(Listed records begins)

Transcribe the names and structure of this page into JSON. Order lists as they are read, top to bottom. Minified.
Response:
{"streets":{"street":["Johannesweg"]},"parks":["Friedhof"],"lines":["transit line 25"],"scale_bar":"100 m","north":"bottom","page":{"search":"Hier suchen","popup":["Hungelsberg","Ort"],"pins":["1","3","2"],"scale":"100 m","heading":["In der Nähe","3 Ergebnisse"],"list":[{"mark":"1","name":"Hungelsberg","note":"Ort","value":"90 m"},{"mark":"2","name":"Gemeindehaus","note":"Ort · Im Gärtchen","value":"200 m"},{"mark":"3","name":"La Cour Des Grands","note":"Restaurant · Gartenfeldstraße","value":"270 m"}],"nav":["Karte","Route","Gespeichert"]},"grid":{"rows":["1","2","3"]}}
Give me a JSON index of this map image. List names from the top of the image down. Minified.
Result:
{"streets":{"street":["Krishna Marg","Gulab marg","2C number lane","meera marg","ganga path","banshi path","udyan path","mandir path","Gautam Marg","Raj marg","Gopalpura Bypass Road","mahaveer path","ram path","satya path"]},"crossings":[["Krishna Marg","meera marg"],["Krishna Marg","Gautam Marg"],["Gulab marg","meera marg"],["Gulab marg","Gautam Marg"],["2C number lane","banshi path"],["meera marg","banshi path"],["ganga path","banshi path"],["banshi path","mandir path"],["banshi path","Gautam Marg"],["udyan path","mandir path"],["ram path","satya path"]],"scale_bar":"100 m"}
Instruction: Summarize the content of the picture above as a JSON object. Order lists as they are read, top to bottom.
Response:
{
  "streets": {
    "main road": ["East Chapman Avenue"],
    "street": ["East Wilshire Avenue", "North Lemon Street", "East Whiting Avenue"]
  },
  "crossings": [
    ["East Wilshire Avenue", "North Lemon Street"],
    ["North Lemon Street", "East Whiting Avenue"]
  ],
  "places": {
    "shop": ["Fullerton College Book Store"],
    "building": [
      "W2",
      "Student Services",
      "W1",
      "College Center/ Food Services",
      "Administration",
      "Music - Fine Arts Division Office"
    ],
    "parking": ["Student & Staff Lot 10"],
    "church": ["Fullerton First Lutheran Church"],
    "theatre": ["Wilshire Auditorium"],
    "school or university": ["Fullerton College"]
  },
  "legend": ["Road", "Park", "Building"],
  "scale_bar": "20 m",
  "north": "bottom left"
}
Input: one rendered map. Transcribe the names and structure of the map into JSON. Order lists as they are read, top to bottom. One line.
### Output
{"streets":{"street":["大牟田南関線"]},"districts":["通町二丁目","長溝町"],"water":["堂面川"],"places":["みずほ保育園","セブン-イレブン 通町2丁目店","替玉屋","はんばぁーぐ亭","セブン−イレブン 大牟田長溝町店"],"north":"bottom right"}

(Listed records ends)

Exact output of every entry is required.

Output for this task:
Transcribe the names and structure of this page into JSON. Order lists as they are read, top to bottom. Minified.
Response:
{"streets":{"street":["Johannesweg"]},"parks":["Friedhof"],"lines":["transit line 25"],"scale_bar":"100 m","north":"bottom","page":{"search":"Hier suchen","popup":["Hungelsberg","Ort"],"pins":["1","3","2"],"scale":"100 m","heading":["In der Nähe","3 Ergebnisse"],"list":[{"mark":"1","name":"Hungelsberg","note":"Ort","value":"90 m"},{"mark":"2","name":"Gemeindehaus","note":"Ort · Im Gärtchen","value":"200 m"},{"mark":"3","name":"La Cour Des Grands","note":"Restaurant · Gartenfeldstraße","value":"270 m"}],"nav":["Karte","Route","Gespeichert"]},"grid":{"rows":["1","2","3"]}}
Give me a JSON index of this map image. List names from the top of the image down. Minified.
Result:
{"streets":{"street":["Krishna Marg","Gulab marg","2C number lane","meera marg","ganga path","banshi path","udyan path","mandir path","Gautam Marg","Raj marg","Gopalpura Bypass Road","mahaveer path","ram path","satya path"]},"crossings":[["Krishna Marg","meera marg"],["Krishna Marg","Gautam Marg"],["Gulab marg","meera marg"],["Gulab marg","Gautam Marg"],["2C number lane","banshi path"],["meera marg","banshi path"],["ganga path","banshi path"],["banshi path","mandir path"],["banshi path","Gautam Marg"],["udyan path","mandir path"],["ram path","satya path"]],"scale_bar":"100 m"}
Instruction: Summarize the content of the picture above as a JSON object. Order lists as they are read, top to bottom.
Response:
{
  "streets": {
    "main road": ["East Chapman Avenue"],
    "street": ["East Wilshire Avenue", "North Lemon Street", "East Whiting Avenue"]
  },
  "crossings": [
    ["East Wilshire Avenue", "North Lemon Street"],
    ["North Lemon Street", "East Whiting Avenue"]
  ],
  "places": {
    "shop": ["Fullerton College Book Store"],
    "building": [
      "W2",
      "Student Services",
      "W1",
      "College Center/ Food Services",
      "Administration",
      "Music - Fine Arts Division Office"
    ],
    "parking": ["Student & Staff Lot 10"],
    "church": ["Fullerton First Lutheran Church"],
    "theatre": ["Wilshire Auditorium"],
    "school or university": ["Fullerton College"]
  },
  "legend": ["Road", "Park", "Building"],
  "scale_bar": "20 m",
  "north": "bottom left"
}
Input: one rendered map. Transcribe the names and structure of the map into JSON. Order lists as they are read, top to bottom. One line.
### Output
{"streets":{"street":["大牟田南関線"]},"districts":["通町二丁目","長溝町"],"water":["堂面川"],"places":["みずほ保育園","セブン-イレブン 通町2丁目店","替玉屋","はんばぁーぐ亭","セブン−イレブン 大牟田長溝町店"],"north":"bottom right"}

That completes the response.